Bubble Boy: The true and sad story of Sebastian Luis that is forced to live in a plastic bubble!
I got a phone call the other day from my friend. He asked me: “What would you do if your little boy is forced to live in a bubble? To see your baby suffering and not be able to hold him whenever you want?”
This is a heart breaking story that i just had to write about.
My friend’s cousin is going through exactly this nightmare. His son is very sick, he is known to be the boy in the plastic bubble. Sebastian Luis, called Sebi is a beautiful boy with gray eyes, amazing smile, and only 10 months old. But unfortunately, he has SCID called also “bubble boy disease”, extremely rare and dramatic condition: he may be forced to live his life in a bubble.
Every day, every hour is for Sebi a fight to survive infections, because he was born with a dead immune system meaning that he has to live in sterile conditions or risks picking up a life-threatening infection.
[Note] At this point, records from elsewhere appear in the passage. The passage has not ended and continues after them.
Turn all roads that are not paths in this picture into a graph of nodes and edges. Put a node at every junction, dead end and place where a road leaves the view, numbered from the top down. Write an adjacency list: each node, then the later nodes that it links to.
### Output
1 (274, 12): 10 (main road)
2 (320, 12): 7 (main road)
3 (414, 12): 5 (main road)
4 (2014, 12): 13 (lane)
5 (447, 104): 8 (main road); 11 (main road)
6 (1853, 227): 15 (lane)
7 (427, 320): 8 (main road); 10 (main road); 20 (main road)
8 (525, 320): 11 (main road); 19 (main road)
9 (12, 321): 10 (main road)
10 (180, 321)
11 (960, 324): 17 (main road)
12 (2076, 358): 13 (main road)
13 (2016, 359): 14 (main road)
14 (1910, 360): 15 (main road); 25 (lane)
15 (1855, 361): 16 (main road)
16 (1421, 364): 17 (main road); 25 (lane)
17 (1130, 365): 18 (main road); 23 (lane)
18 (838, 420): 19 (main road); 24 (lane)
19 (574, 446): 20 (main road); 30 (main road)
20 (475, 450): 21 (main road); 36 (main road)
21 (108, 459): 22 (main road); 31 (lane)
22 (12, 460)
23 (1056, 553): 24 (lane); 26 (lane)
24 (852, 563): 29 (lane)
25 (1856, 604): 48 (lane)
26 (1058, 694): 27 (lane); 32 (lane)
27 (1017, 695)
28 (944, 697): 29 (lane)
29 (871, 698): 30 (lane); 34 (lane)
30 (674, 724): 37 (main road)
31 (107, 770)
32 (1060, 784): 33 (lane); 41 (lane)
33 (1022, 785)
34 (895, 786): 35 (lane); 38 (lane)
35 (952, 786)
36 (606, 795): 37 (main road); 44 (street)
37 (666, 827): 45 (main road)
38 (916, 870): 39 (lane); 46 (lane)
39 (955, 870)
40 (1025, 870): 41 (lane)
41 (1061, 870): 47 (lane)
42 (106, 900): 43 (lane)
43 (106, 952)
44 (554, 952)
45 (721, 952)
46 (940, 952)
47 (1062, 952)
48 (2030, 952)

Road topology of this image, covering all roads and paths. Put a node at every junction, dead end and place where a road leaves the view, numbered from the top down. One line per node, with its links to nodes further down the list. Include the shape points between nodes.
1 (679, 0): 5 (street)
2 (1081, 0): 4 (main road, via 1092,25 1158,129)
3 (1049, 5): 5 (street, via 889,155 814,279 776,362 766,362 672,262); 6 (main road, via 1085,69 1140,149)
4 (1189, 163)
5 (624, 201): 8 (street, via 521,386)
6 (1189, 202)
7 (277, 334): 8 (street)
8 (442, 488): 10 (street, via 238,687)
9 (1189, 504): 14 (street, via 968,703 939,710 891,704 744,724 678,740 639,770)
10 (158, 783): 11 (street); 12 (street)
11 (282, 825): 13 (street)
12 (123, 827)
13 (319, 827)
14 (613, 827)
He will have to go through chemotherapy to destroy what few cells he has left for immune system before the transplant …and after the transplant he will be extremely susceptible to any type of germs. If the transplant goes well he will start develop an immune system in 3 years, but he has to live in the right environment and constant and extreme medical care. Even so, still the chances are uncertain.
If absolutely everything goes well the first 3 years, the immune system will hopefully be functional at the age 12. But until that age, he will have to be protected, he can not come in contact with any germs. Sebi the bubble boy will have to live in a house completely sterile that costs a fortune.
This and the constant medical care is an economical challenge from day to day. The medical costs and other expenses for the bubble boy disease can be counted in the millions. But this is not the worst thing. Imagine how the parents feel the constant fear and uncertainty. They have another boy, 3 years old and he is robbed from his childhood as well.
Here are some lines from the blog the mom is posting on, she wrote her thoughts: “Yesterday I think I said wasn’t the best – My mom
saw him get sick once and I felt bad that she had to see it but she did well and did not cry. Then Enrique (Sebi’s father) saw a coughing fit. I always hope its just me who see it so other people that I love don’t have to see his suffering but it doesn’t always work out that way. I would still say his progress is promising.”
The parents live with hope from day to day. Every day that he does well brings happiness and joy to his family. “Sebastian had a great day today! Less coughing, no throw up AND…..he ate!!!! 3 oz. of Gerber baby food!!! He is definitely responding to his med. The doctor said his lungs/airways sound clear and that the mucus is more in his throat and sinuses.
I really think tomorrow will be a good day too and I am going to enjoy it completely. I’m not even going to think about the near future and what could or could not be until that time comes, I’m just going to embrace every happy moment because right now is all there is and it is wonderful.” said in the beginning of April Sebi’s mother.
Helping Sebi’s family will mean everything to them, So they will be able to support all the costs and purify their home. Sebi’s life depends on it.
SCID became widely known during the 1970′s and 80′s, when the world learned of David Vetter, a boy with X-linked SCID, who lived for 12 years in a plastic, germ-free bubble. In 1975, NASA designed a miniature space suit for then five-year old David, which briefly allowed him to explore the world outside the hospital. After just six excursions, a terrified David refused to wear the suit, afraid the germs in the outside world destroy him.